:: Task item ::
The required result is each line of the entries below containing the string "Kurzemes".

:: Dataset content ::
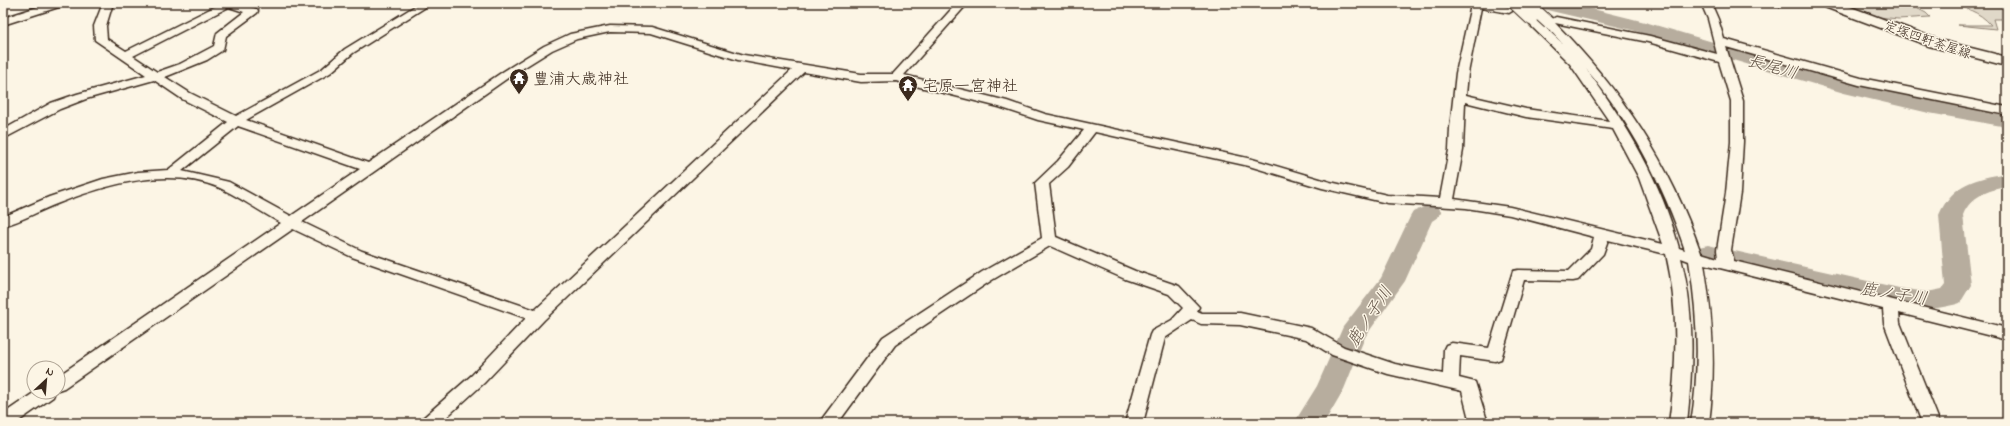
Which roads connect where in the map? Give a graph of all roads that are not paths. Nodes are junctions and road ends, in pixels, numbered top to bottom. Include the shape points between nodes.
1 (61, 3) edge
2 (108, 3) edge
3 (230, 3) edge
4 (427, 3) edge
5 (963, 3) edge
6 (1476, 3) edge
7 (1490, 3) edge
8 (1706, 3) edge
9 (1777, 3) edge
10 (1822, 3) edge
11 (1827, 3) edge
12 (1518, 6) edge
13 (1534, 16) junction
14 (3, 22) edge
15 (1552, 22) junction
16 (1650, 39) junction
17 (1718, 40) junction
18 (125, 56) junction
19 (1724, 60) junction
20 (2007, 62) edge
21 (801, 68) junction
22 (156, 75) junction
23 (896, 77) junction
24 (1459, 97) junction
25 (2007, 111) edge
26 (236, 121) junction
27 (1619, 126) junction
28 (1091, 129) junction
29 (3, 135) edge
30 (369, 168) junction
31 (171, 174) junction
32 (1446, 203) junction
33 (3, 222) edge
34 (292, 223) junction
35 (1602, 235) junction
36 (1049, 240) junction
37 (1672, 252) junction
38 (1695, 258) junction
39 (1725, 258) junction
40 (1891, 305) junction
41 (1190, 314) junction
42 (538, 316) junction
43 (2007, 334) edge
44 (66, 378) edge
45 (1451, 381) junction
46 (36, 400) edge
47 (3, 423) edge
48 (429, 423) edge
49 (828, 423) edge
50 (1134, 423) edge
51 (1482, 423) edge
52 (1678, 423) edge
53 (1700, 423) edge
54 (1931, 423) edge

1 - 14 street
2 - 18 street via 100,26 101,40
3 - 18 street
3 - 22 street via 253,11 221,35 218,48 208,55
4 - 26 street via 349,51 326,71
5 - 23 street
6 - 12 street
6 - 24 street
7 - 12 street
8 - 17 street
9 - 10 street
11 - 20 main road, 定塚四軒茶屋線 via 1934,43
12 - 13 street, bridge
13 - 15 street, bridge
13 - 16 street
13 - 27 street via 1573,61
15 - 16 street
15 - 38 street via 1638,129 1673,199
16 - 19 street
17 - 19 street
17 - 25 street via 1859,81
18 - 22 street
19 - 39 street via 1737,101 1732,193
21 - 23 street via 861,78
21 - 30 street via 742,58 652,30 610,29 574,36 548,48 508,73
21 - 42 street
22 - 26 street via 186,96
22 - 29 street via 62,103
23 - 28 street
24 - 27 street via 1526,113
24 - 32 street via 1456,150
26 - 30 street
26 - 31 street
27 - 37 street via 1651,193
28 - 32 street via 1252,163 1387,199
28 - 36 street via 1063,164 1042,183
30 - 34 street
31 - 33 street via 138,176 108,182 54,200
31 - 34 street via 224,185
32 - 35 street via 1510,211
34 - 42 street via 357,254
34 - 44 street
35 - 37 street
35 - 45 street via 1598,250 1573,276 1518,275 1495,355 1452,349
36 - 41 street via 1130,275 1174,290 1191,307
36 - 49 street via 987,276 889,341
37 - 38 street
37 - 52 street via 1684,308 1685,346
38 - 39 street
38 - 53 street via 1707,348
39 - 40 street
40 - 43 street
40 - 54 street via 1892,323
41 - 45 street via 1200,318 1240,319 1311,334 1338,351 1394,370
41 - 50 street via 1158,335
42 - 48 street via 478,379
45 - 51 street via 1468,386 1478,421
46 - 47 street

--

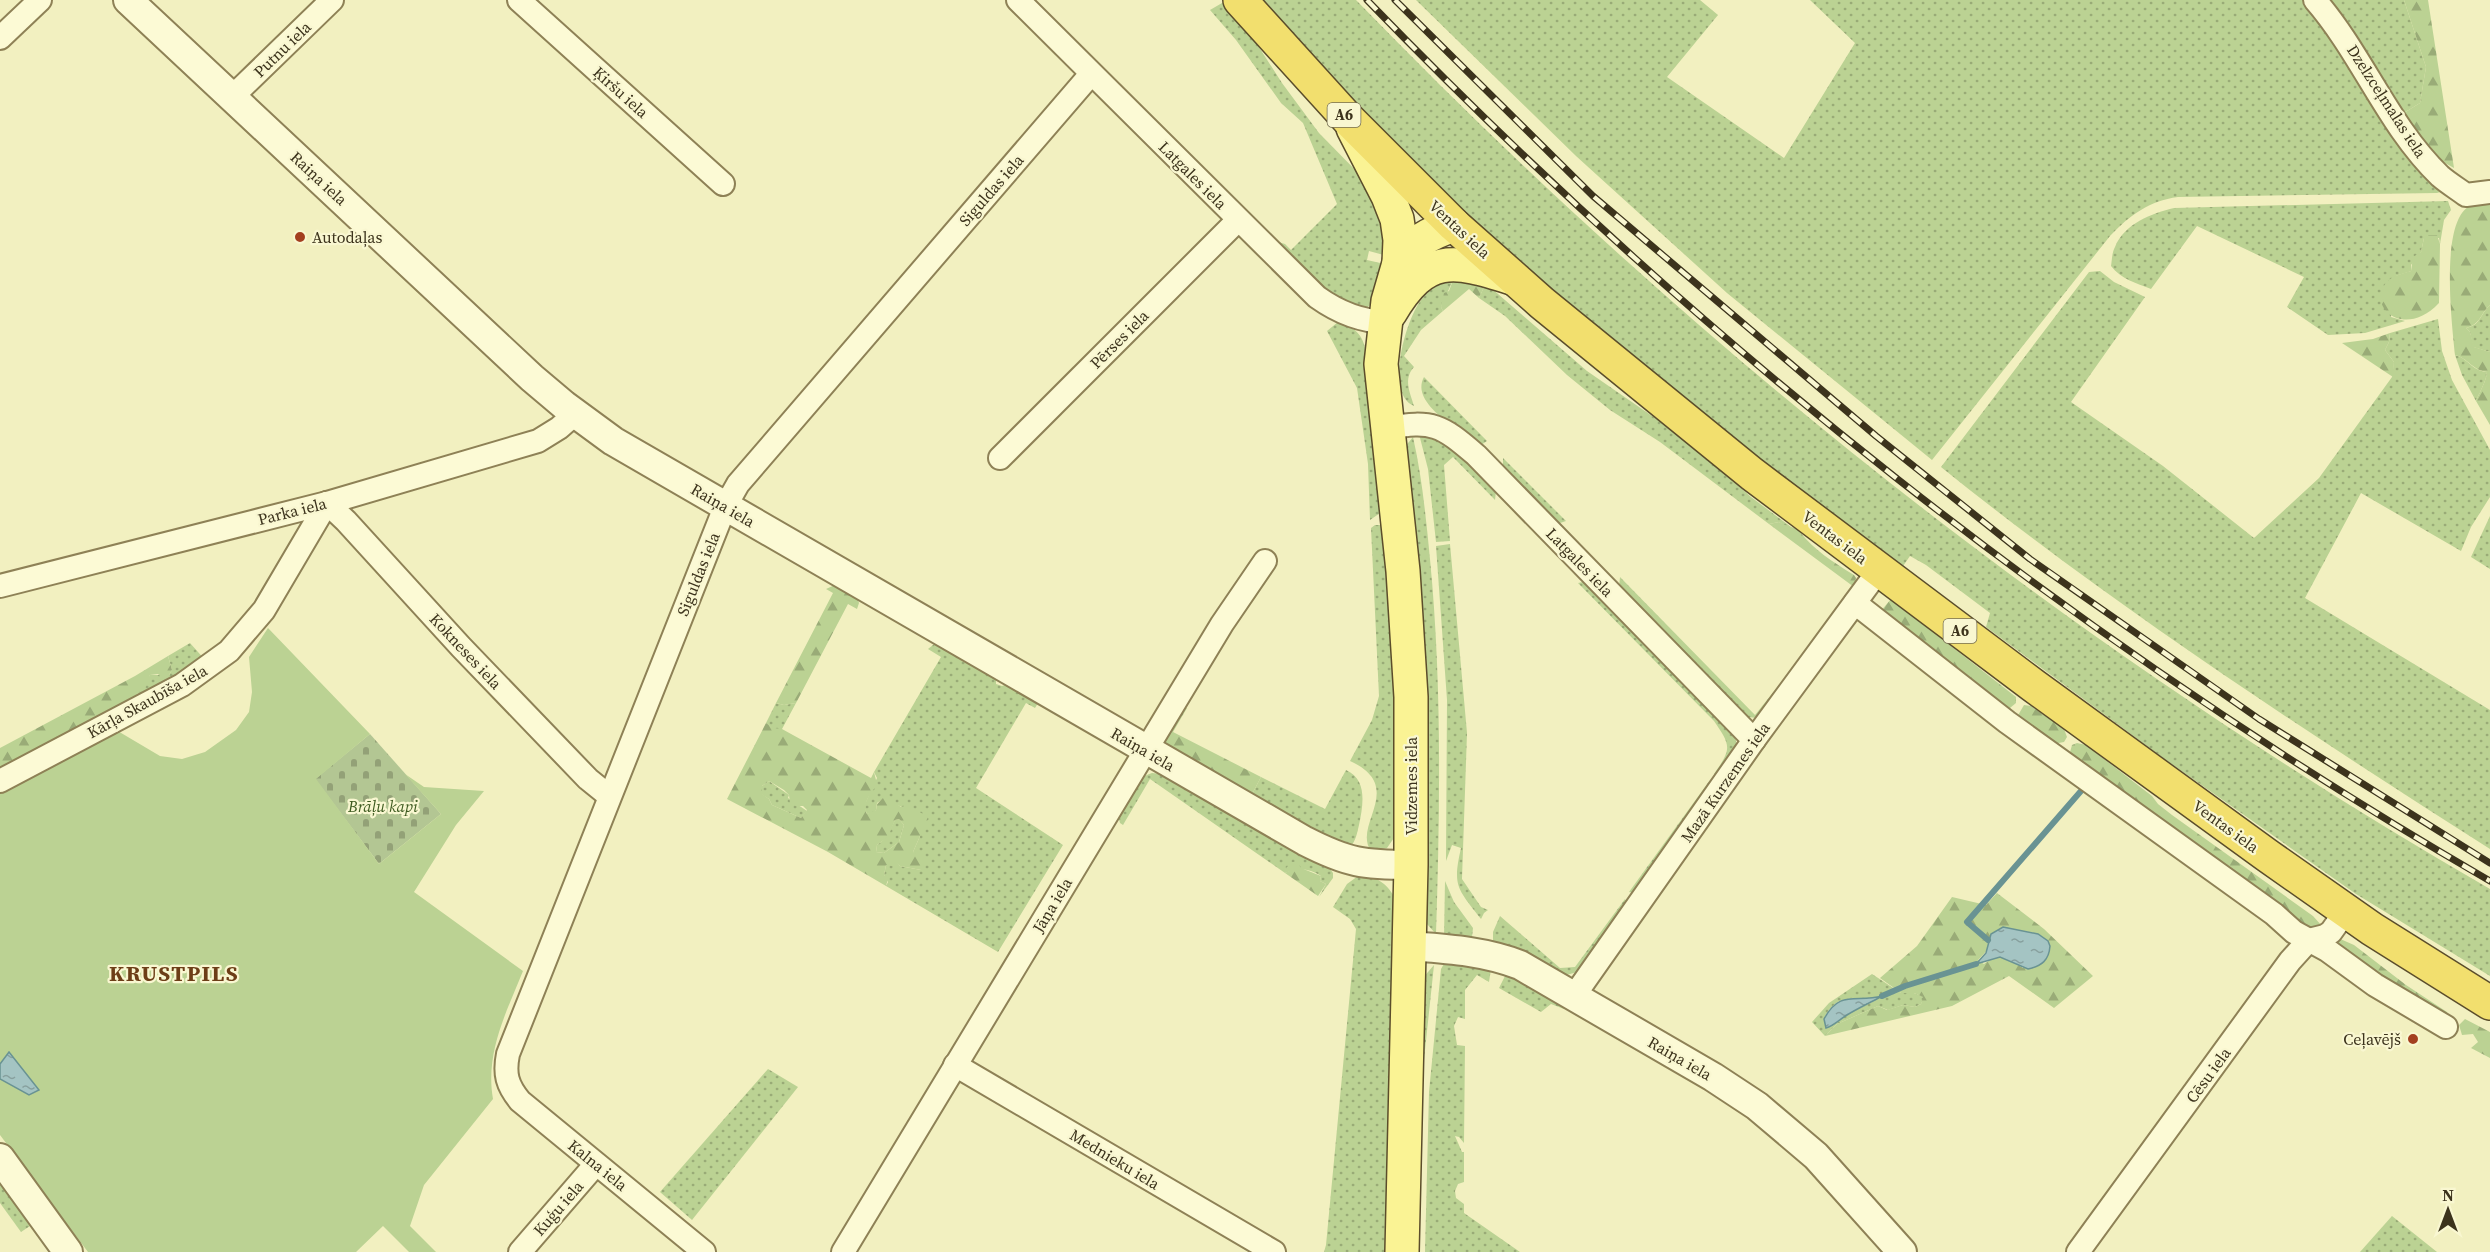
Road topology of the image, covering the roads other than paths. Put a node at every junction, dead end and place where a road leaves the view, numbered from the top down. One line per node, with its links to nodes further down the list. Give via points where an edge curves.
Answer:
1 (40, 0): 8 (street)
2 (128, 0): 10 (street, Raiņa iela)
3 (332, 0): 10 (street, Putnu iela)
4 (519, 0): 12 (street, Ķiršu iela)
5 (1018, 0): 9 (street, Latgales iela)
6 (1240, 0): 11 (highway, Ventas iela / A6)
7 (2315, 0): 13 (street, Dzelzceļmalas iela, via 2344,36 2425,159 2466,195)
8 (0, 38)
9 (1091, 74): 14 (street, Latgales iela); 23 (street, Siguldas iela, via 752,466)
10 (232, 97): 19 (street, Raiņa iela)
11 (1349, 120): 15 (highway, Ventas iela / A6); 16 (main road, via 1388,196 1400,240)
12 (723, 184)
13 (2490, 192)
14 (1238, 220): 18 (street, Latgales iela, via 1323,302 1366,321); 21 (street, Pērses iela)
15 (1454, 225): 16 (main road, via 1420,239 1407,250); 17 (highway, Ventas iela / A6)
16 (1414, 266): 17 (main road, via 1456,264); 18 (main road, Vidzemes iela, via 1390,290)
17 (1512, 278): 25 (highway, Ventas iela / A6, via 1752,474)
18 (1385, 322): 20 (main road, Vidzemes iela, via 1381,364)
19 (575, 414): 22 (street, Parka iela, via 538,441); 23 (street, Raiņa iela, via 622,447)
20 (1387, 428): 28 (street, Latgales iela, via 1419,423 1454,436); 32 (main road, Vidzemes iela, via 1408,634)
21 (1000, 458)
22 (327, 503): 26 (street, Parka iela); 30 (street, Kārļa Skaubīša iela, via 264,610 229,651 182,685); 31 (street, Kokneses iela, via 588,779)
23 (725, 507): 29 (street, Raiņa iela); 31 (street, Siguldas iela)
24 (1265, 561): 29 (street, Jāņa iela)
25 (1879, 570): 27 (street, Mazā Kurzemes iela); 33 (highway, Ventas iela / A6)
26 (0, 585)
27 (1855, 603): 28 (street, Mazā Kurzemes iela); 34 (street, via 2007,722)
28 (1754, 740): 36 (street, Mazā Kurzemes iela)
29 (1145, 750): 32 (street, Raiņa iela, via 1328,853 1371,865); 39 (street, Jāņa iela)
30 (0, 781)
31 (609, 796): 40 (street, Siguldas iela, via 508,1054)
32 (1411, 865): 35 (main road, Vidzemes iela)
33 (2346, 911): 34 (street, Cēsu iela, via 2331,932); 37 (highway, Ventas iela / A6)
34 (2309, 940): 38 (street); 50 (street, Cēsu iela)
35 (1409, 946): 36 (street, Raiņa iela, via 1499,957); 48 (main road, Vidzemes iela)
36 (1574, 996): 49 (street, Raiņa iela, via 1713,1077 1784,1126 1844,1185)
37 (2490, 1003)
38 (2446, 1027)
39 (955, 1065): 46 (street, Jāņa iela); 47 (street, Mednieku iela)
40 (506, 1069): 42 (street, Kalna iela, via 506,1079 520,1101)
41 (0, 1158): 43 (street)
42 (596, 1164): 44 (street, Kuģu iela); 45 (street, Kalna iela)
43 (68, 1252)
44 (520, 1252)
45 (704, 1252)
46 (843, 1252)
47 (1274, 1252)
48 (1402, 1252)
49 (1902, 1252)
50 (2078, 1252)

:: Answer to this task ::
25 (1879, 570): 27 (street, Mazā Kurzemes iela); 33 (highway, Ventas iela / A6)
27 (1855, 603): 28 (street, Mazā Kurzemes iela); 34 (street, via 2007,722)
28 (1754, 740): 36 (street, Mazā Kurzemes iela)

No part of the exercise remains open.